The locals working at the airport now include those who watched the planes fly in as children. Liz Mangan was thrilled at seeing the smart stewardesses, and one day she joined them. She has crossed the Atlantic countless times in her career with Aer Lingus, and she still gets a buzz from putting on her uniform as one of the "queens in green". "There's something very special about travelling through the night," she says. "And you're up so high near the stars. It's amazing, there's a silence at 4am - you make them a cup of tea and they open up, tell you some interesting stories about their lives. It's fascinating."
At Ballygirreen, the shifts change with the flow of flights. There is a reassuring familiarity. Over time air traffic controllers build a unique relationship with the pilots through the codes they trace on screens. They send the pilots out over the Atlantic, or bring them in. And far from Ireland, there's a fanbase of those who tune in via their home computers.

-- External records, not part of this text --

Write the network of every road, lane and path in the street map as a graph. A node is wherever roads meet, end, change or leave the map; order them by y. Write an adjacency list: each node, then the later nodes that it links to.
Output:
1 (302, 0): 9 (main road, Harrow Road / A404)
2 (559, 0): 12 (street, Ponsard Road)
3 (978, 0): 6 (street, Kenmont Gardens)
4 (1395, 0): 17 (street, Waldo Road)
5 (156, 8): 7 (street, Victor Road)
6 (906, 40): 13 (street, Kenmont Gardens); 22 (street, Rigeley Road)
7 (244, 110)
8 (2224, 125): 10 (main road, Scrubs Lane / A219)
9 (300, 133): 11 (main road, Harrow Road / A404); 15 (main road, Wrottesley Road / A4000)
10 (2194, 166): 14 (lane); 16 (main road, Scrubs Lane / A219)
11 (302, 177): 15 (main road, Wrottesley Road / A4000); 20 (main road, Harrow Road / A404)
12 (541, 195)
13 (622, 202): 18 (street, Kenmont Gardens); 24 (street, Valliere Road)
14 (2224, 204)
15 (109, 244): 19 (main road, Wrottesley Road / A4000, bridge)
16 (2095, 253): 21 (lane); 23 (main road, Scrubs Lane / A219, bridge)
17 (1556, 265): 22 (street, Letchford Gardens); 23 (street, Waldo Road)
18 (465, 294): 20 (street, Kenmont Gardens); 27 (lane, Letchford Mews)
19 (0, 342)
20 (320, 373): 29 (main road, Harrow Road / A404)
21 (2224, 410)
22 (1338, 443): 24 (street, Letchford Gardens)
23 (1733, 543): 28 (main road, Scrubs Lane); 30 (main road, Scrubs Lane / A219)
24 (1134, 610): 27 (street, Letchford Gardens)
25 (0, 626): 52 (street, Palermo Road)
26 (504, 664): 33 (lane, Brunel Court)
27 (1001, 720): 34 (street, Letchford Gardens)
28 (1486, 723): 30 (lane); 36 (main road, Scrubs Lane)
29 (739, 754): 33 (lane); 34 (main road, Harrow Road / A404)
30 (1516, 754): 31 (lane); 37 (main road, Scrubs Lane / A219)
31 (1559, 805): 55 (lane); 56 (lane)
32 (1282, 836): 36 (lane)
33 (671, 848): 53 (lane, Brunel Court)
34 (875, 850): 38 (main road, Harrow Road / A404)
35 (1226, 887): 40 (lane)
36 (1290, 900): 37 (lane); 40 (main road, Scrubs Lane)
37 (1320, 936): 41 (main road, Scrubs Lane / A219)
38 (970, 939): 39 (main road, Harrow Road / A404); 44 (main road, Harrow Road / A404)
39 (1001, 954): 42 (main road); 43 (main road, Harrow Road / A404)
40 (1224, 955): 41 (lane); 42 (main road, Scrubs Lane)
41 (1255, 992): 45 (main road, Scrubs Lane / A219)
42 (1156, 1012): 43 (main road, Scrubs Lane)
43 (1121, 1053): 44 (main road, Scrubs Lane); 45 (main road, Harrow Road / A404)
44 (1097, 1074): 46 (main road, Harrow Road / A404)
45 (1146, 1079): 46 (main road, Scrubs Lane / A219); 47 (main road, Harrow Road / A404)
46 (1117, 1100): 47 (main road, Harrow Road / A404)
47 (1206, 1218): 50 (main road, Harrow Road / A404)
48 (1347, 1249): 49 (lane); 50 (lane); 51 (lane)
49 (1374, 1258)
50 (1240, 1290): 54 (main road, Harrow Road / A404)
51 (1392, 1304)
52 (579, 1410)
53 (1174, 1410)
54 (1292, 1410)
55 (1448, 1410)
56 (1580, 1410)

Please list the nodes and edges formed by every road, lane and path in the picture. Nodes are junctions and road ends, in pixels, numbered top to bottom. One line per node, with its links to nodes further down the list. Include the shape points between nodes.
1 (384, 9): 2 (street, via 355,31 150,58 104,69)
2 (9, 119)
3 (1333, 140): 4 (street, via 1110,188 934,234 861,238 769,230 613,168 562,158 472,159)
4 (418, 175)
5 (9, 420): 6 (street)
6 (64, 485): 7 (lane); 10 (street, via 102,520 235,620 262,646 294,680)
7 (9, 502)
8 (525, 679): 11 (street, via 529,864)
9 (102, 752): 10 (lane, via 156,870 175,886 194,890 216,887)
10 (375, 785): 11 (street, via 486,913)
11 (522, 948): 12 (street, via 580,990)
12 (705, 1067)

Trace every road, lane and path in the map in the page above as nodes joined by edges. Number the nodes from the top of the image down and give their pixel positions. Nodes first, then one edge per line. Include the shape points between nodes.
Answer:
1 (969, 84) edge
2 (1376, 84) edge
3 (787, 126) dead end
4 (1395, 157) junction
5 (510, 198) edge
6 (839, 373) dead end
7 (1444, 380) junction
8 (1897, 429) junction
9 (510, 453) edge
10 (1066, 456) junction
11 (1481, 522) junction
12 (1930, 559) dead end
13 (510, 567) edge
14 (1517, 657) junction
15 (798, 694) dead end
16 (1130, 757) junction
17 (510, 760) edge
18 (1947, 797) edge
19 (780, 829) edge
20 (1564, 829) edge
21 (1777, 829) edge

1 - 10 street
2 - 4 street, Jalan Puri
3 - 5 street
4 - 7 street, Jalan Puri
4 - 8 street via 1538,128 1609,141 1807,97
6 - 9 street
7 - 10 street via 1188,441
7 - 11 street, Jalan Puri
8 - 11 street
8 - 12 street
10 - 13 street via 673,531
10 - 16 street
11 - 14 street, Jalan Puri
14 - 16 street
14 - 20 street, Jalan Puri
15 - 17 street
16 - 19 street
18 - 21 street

And technology is also changing with flight communication moving to Datalink, a form of text messaging.
Ian MacGregor, a British Airways pilot whose father flew Atlantic flying boats, recalls that the latter charted the heavens with a sextant. "My father was sitting in a plane trying to get shots on the stars to navigate by," says MacGregor. "Now we have three global positioning systems which will pick up and pinpoint our position down to within 6ft."
But the starry crossing remains unchanged, and the trusted beacons back in Ballygirreen - those voices coming out of the dark.